Lines containing "edges" should be pulled from the material below.

══ Input material

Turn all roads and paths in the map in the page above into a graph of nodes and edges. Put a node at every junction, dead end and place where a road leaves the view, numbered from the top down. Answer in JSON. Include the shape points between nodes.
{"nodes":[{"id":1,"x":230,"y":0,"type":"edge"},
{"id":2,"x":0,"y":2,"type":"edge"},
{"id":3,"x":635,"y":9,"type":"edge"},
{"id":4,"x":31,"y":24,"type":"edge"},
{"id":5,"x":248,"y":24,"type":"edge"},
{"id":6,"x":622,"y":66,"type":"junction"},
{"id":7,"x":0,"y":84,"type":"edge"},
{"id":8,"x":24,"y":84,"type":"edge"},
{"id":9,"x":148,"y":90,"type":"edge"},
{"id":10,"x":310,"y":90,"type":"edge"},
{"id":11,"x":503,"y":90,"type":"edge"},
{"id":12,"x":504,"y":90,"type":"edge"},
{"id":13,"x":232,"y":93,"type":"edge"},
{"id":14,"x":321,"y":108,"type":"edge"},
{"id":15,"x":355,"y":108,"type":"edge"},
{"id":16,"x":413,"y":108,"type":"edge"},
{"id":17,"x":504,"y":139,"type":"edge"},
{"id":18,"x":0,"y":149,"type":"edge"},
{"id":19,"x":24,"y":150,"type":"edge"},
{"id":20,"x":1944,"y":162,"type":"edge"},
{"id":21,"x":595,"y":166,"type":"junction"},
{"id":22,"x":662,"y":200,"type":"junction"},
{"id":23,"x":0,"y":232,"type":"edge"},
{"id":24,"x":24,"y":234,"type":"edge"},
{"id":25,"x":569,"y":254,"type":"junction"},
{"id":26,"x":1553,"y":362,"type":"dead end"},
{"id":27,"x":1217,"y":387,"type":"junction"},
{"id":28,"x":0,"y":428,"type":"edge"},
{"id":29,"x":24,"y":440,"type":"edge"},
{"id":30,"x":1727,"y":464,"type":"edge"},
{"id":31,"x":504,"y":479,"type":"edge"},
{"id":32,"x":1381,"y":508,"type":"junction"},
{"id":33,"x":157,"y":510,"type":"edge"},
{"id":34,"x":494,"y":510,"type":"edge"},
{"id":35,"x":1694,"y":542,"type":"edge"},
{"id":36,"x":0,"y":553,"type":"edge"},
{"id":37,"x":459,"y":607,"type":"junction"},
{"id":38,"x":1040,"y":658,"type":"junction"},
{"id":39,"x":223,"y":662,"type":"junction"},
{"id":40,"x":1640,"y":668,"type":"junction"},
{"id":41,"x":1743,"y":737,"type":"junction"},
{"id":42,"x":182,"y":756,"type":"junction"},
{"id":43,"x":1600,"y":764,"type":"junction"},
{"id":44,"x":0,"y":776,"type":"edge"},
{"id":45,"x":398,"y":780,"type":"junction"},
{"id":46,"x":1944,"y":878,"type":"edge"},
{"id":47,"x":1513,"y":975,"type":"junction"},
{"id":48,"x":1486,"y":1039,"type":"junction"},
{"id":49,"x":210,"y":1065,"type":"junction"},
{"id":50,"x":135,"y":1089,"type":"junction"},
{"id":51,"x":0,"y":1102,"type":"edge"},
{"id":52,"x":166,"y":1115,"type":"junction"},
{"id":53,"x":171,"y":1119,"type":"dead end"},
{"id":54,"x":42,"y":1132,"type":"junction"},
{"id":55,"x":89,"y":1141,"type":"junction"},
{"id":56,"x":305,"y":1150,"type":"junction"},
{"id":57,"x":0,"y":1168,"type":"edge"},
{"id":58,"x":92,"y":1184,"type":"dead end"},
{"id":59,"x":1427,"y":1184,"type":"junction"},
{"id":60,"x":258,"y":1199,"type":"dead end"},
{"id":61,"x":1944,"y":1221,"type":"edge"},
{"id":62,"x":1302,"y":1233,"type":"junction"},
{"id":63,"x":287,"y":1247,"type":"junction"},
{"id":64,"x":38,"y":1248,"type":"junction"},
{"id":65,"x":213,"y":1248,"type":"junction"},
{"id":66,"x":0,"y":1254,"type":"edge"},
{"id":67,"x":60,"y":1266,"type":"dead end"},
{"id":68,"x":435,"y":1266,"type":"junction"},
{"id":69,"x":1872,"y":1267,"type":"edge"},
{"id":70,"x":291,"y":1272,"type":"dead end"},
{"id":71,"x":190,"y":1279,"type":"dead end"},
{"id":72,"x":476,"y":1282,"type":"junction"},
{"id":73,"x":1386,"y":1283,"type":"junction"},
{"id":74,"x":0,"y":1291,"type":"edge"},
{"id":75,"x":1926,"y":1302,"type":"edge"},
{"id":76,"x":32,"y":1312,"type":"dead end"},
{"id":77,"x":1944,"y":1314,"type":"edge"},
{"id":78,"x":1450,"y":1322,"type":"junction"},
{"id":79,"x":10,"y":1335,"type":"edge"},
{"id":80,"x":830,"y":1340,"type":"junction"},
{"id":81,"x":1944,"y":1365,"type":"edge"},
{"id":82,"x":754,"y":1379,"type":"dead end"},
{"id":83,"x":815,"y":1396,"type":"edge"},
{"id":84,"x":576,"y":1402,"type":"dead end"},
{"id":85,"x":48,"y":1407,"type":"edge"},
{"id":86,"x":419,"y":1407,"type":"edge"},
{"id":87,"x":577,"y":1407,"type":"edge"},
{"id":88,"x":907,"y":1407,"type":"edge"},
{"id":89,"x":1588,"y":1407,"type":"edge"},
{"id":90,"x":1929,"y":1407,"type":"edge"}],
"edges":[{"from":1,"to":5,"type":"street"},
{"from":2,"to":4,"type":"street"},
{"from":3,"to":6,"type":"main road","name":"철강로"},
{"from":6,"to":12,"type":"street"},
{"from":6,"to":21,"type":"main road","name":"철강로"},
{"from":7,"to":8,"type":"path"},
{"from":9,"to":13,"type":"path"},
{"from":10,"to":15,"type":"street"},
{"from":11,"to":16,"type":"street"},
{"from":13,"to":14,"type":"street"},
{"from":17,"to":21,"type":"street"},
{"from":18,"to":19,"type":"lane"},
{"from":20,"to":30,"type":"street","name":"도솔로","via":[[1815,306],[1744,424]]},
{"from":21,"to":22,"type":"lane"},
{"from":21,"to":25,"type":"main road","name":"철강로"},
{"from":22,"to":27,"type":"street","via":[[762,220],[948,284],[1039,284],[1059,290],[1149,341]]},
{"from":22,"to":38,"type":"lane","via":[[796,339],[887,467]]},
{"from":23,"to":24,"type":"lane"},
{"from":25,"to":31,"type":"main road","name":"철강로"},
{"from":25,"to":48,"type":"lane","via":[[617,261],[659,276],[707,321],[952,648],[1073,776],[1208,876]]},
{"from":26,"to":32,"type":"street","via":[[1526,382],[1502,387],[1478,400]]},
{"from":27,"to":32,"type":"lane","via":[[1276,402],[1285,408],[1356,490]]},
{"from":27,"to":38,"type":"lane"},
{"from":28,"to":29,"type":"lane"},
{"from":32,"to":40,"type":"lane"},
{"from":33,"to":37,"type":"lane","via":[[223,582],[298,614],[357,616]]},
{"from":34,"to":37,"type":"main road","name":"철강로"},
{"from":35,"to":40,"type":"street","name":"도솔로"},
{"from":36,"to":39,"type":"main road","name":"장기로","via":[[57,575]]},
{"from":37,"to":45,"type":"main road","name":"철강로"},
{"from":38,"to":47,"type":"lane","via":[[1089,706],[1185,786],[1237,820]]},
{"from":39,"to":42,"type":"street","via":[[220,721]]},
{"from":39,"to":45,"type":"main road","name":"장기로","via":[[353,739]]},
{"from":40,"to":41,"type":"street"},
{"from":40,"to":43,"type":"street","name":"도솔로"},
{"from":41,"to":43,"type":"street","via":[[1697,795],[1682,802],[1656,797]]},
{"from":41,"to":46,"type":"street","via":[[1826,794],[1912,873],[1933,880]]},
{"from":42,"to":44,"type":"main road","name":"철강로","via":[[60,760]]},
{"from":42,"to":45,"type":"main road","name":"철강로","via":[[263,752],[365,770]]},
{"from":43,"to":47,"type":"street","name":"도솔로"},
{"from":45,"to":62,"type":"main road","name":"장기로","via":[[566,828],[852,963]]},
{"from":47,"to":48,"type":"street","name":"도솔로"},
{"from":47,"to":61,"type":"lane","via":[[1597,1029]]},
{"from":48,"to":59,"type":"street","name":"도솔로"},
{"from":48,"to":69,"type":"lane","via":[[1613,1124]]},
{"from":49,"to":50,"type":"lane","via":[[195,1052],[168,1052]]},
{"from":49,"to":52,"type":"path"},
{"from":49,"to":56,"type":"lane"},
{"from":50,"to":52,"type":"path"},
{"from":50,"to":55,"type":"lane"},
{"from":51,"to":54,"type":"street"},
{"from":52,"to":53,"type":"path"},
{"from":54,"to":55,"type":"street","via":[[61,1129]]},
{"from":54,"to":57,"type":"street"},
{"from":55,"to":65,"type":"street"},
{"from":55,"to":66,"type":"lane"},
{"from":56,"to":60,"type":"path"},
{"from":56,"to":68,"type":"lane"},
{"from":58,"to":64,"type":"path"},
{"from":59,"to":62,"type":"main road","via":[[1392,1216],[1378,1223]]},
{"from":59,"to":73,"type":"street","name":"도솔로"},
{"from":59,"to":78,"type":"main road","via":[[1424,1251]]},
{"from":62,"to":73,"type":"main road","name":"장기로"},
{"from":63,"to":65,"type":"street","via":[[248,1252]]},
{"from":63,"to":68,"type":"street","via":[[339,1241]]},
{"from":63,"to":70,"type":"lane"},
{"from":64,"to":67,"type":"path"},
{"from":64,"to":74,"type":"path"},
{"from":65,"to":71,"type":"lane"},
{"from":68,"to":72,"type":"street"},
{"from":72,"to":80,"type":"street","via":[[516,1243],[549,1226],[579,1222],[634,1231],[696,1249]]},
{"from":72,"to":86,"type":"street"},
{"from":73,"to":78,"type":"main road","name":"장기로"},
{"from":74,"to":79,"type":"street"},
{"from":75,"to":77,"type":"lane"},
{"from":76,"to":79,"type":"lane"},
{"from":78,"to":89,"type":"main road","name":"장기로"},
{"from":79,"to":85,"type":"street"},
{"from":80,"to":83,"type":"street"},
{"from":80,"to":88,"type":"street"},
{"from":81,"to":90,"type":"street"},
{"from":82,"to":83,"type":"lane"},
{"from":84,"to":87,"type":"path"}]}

════

Reply to the task:
Turn all roads and paths in the map in the page above into a graph of nodes and edges. Put a node at every junction, dead end and place where a road leaves the view, numbered from the top down. Answer in JSON. Include the shape points between nodes.
"edges":[{"from":1,"to":5,"type":"street"},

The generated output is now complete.